87. The net result of the above discussion is that the Award passed by the Tribunal is modified and the total amount of the award would now be Rs. 3,09,000/- which would be apportioned by the claimants as under:
1. Pista Devi 90,000 plus 5000: Rs. 95,000/-
2. Savita Agarwal 68,000 plus 2000: Rs. 70,000/-
3. Rajesh Agarwal 68,000 plus 2000: Rs. 70,000/-
4. Rakesh Agarwal 68,000 plus 2000: Rs. 70,000/-
5. Jagdish Prasad Rs. 2,000/-
6. Ganga Devi Rs. 2,000/-
Total: Rs. 3,09,000/-
88. The appeal of claimants is dismissed against Mubarak Ali.

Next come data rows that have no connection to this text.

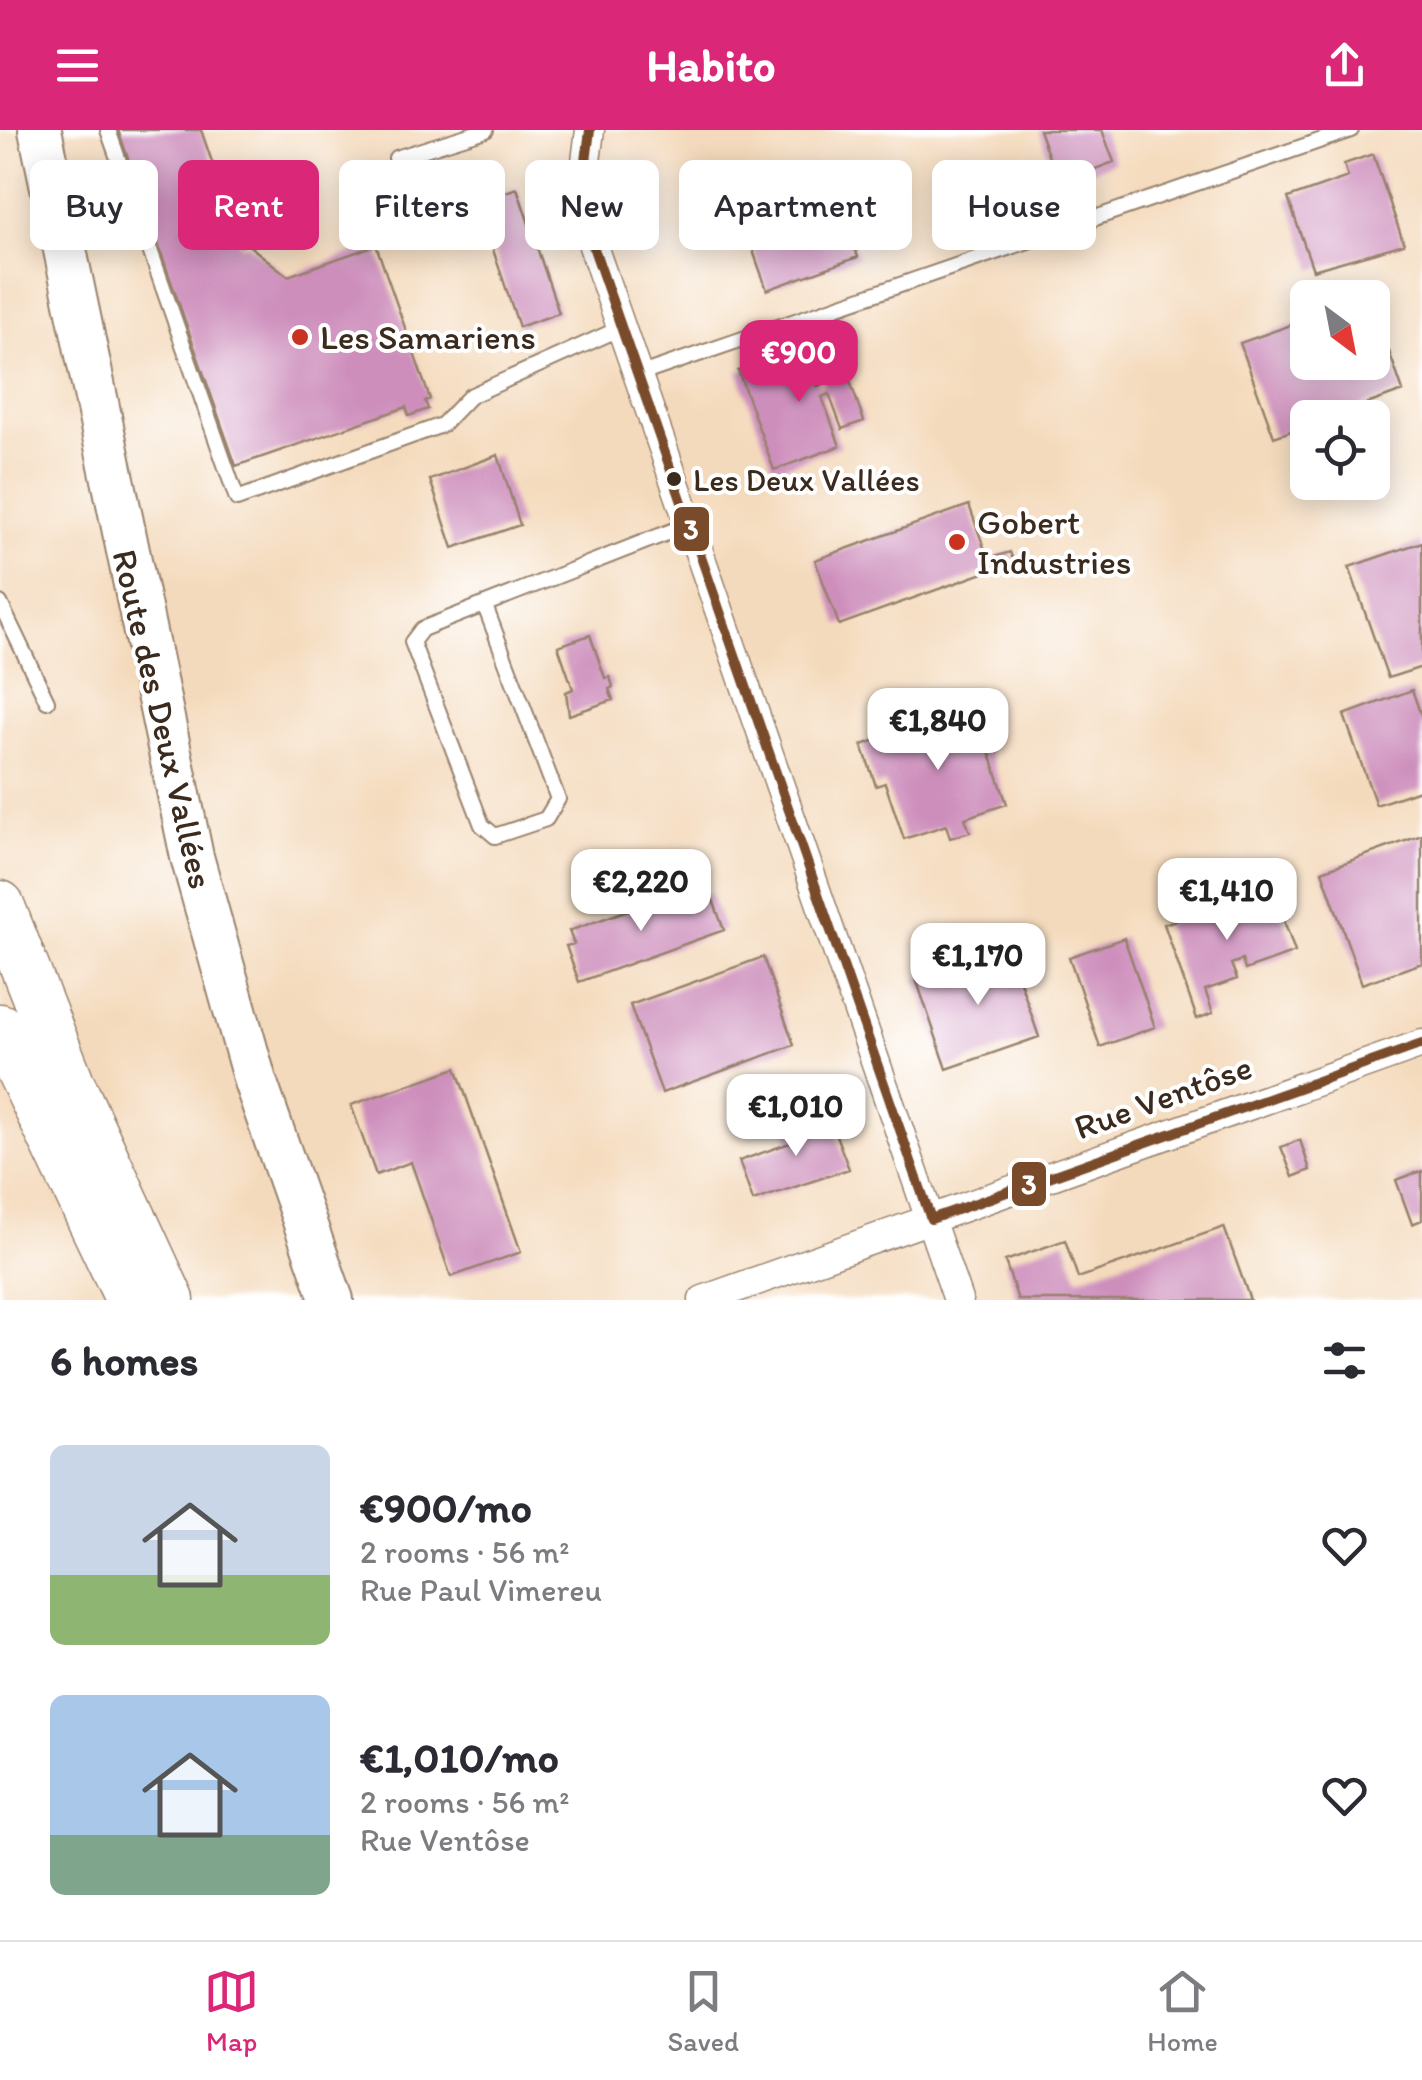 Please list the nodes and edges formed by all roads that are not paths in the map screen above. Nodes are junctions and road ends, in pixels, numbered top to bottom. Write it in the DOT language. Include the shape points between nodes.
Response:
graph roads {
  1 [pos="40,130"];
  2 [pos="108,130"];
  3 [pos="486,130"];
  4 [pos="590,130"];
  5 [pos="1351,130"];
  6 [pos="396,158"];
  7 [pos="621,328"];
  8 [pos="638,375"];
  9 [pos="690,524"];
  10 [pos="0,603"];
  11 [pos="485,606"];
  12 [pos="46,701"];
  13 [pos="0,905"];
  14 [pos="0,1028"];
  15 [pos="1422,1044"];
  16 [pos="931,1219"];
  17 [pos="333,1298"];
  18 [pos="130,1300"];
  19 [pos="170,1300"];
  20 [pos="702,1300"];
  21 [pos="958,1300"];
  1 -- 17 [label="main road, Route des Deux Vallées" via="192,857 255,1081"];
  2 -- 7 [label="lane" via="236,499 442,425 470,396"];
  3 -- 6 [label="lane"];
  4 -- 7 [label="street" via="586,215"];
  5 -- 8 [label="lane"];
  7 -- 8 [label="street"];
  8 -- 9 [label="street"];
  9 -- 11 [label="lane"];
  9 -- 16 [label="street"];
  10 -- 12 [label="lane"];
  11 -- 11 [label="lane" via="422,630 412,642 482,826 495,836 546,819 558,798"];
  13 -- 19 [label="highway" via="71,1084"];
  14 -- 18 [label="highway"];
  15 -- 16 [label="street, Rue Ventôse"];
  16 -- 20 [label="street, Rue Ventôse"];
  16 -- 21 [label="street"];
} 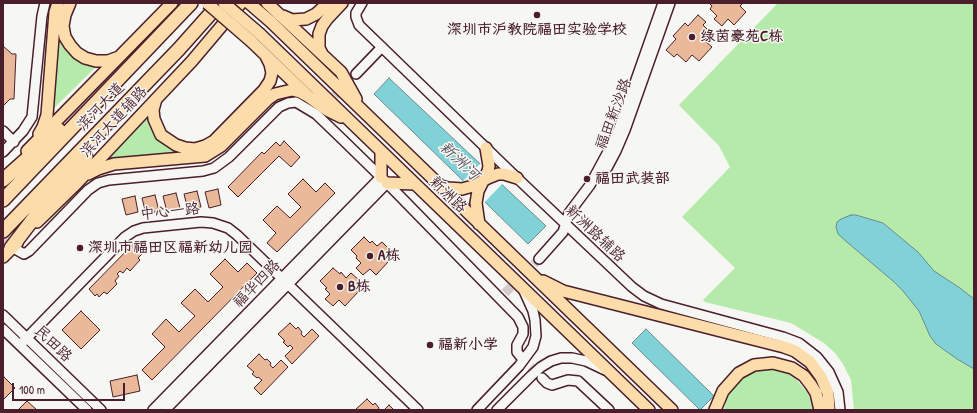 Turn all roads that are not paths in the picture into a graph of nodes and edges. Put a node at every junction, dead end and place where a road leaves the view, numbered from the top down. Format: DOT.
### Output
graph roads {
  1 [pos="45,3"];
  2 [pos="58,3"];
  3 [pos="70,3"];
  4 [pos="172,3"];
  5 [pos="191,3"];
  6 [pos="206,3"];
  7 [pos="220,3"];
  8 [pos="224,3"];
  9 [pos="241,3"];
  10 [pos="249,3"];
  11 [pos="267,3"];
  12 [pos="328,3"];
  13 [pos="342,3"];
  14 [pos="362,3"];
  15 [pos="663,3"];
  16 [pos="670,3"];
  17 [pos="279,13"];
  18 [pos="382,47"];
  19 [pos="323,55"];
  20 [pos="119,56"];
  21 [pos="266,56"];
  22 [pos="132,65"];
  23 [pos="356,74"];
  24 [pos="135,94"];
  25 [pos="309,97"];
  26 [pos="156,99"];
  27 [pos="362,110"];
  28 [pos="351,121"];
  29 [pos="3,131"];
  30 [pos="14,142"];
  31 [pos="486,148"];
  32 [pos="381,151"];
  33 [pos="3,152"];
  34 [pos="21,157"];
  35 [pos="3,177"];
  36 [pos="517,178"];
  37 [pos="3,180"];
  38 [pos="384,180"];
  39 [pos="483,181"];
  40 [pos="77,183"];
  41 [pos="415,184"];
  42 [pos="440,186"];
  43 [pos="3,200"];
  44 [pos="479,224"];
  45 [pos="566,225"];
  46 [pos="3,231"];
  47 [pos="10,252"];
  48 [pos="539,259"];
  49 [pos="530,273"];
  50 [pos="284,282"];
  51 [pos="521,286"];
  52 [pos="3,315"];
  53 [pos="3,329"];
  54 [pos="27,338"];
  55 [pos="20,345"];
  56 [pos="520,362"];
  57 [pos="613,375"];
  58 [pos="542,378"];
  59 [pos="663,401"];
  60 [pos="87,410"];
  61 [pos="101,410"];
  62 [pos="153,410"];
  63 [pos="165,410"];
  64 [pos="418,410"];
  65 [pos="477,410"];
  66 [pos="497,410"];
  67 [pos="609,410"];
  68 [pos="649,410"];
  69 [pos="672,410"];
  70 [pos="680,410"];
  71 [pos="715,410"];
  72 [pos="820,410"];
  73 [pos="830,410"];
  74 [pos="840,410"];
  1 -- 30 [label="street"];
  2 -- 34 [label="main road"];
  3 -- 20 [label="main road"];
  4 -- 20 [label="main road"];
  5 -- 22 [label="highway, 滨河大道"];
  6 -- 21 [label="main road, bridge"];
  7 -- 24 [label="highway, 滨河大道"];
  8 -- 28 [label="main road, 新洲路, bridge"];
  9 -- 26 [label="main road, 滨河大道辅路"];
  10 -- 27 [label="main road, 新洲路"];
  11 -- 17 [label="main road"];
  12 -- 17 [label="main road"];
  13 -- 19 [label="main road"];
  14 -- 18 [label="street, 新洲路辅路"];
  15 -- 45 [label="street, 福田新沙路"];
  16 -- 45 [label="street, 福田新沙路"];
  17 -- 19 [label="main road"];
  18 -- 23 [label="street"];
  18 -- 31 [label="street, 新洲路辅路"];
  19 -- 27 [label="main road"];
  20 -- 34 [label="main road"];
  21 -- 25 [label="main road"];
  21 -- 26 [label="main road"];
  22 -- 37 [label="highway"];
  22 -- 43 [label="highway, 滨河大道"];
  24 -- 46 [label="highway, 滨河大道"];
  24 -- 47 [label="highway"];
  25 -- 28 [label="main road"];
  25 -- 40 [label="main road"];
  26 -- 40 [label="main road, 滨河大道辅路"];
  27 -- 42 [label="main road, 新洲路"];
  28 -- 32 [label="main road, 新洲路"];
  29 -- 30 [label="street"];
  30 -- 33 [label="street"];
  31 -- 36 [label="street, 新洲路辅路"];
  31 -- 39 [label="main road"];
  32 -- 38 [label="main road"];
  32 -- 41 [label="main road, 新洲路"];
  34 -- 35 [label="main road"];
  36 -- 39 [label="main road"];
  36 -- 45 [label="street, 新洲路辅路"];
  38 -- 41 [label="main road"];
  38 -- 47 [label="street"];
  38 -- 50 [label="street, 福华四路"];
  38 -- 56 [label="street"];
  39 -- 42 [label="main road"];
  39 -- 44 [label="main road"];
  40 -- 47 [label="main road, 滨河大道辅路"];
  41 -- 51 [label="main road, 新洲路"];
  42 -- 44 [label="main road, 新洲路"];
  44 -- 49 [label="main road, 新洲路"];
  45 -- 48 [label="street, 福田新沙路"];
  45 -- 74 [label="street, 新洲路辅路"];
  49 -- 59 [label="main road, 新洲路"];
  49 -- 73 [label="main road"];
  50 -- 54 [label="street, 中心一路"];
  50 -- 62 [label="street, 福华四路"];
  50 -- 63 [label="street, 福华四路"];
  50 -- 64 [label="street, 中心一路"];
  51 -- 56 [label="street"];
  51 -- 57 [label="main road, 新洲路"];
  52 -- 54 [label="street, 民田路"];
  53 -- 55 [label="street, 民田路"];
  54 -- 55 [label="street, 中心一路"];
  54 -- 61 [label="street, 民田路"];
  55 -- 60 [label="street, 民田路"];
  56 -- 65 [label="street"];
  57 -- 66 [label="street"];
  57 -- 68 [label="main road, 新洲路"];
  58 -- 67 [label="street"];
  59 -- 69 [label="main road, 新洲路"];
  59 -- 70 [label="main road"];
  71 -- 72 [label="main road"];
}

89. The Corporation should pay this amount within a period of 4 months failing which they would be required to pay interest @ 12% from the date of the application till the date of realisation. If the amount is paid within 4 months then the interest as allowed by the Tribunal would be paid along with the principal amount. The Corporation appellant would pay cost of Rs. 1500/- to the Respondents for this appeal as cost of this appeal.
90. In all other aspects the award given by the Tribunal is confirmed.